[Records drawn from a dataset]
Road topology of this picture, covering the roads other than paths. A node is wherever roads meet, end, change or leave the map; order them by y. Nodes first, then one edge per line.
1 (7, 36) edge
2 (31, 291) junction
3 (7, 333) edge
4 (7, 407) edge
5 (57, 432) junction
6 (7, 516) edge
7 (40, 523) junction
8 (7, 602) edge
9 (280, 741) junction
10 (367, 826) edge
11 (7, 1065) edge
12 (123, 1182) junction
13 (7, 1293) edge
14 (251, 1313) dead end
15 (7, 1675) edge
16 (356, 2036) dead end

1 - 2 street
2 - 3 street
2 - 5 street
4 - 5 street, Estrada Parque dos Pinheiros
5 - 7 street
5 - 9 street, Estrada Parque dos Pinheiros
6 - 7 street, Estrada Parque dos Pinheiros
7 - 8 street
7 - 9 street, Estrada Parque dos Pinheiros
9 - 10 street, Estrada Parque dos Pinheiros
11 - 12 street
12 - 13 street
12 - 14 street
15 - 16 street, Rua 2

> [EXERCISE BRIEF] An exact copy of all the records is what is needed here.

> [RESPONSE]
Road topology of this picture, covering the roads other than paths. A node is wherever roads meet, end, change or leave the map; order them by y. Nodes first, then one edge per line.
1 (7, 36) edge
2 (31, 291) junction
3 (7, 333) edge
4 (7, 407) edge
5 (57, 432) junction
6 (7, 516) edge
7 (40, 523) junction
8 (7, 602) edge
9 (280, 741) junction
10 (367, 826) edge
11 (7, 1065) edge
12 (123, 1182) junction
13 (7, 1293) edge
14 (251, 1313) dead end
15 (7, 1675) edge
16 (356, 2036) dead end

1 - 2 street
2 - 3 street
2 - 5 street
4 - 5 street, Estrada Parque dos Pinheiros
5 - 7 street
5 - 9 street, Estrada Parque dos Pinheiros
6 - 7 street, Estrada Parque dos Pinheiros
7 - 8 street
7 - 9 street, Estrada Parque dos Pinheiros
9 - 10 street, Estrada Parque dos Pinheiros
11 - 12 street
12 - 13 street
12 - 14 street
15 - 16 street, Rua 2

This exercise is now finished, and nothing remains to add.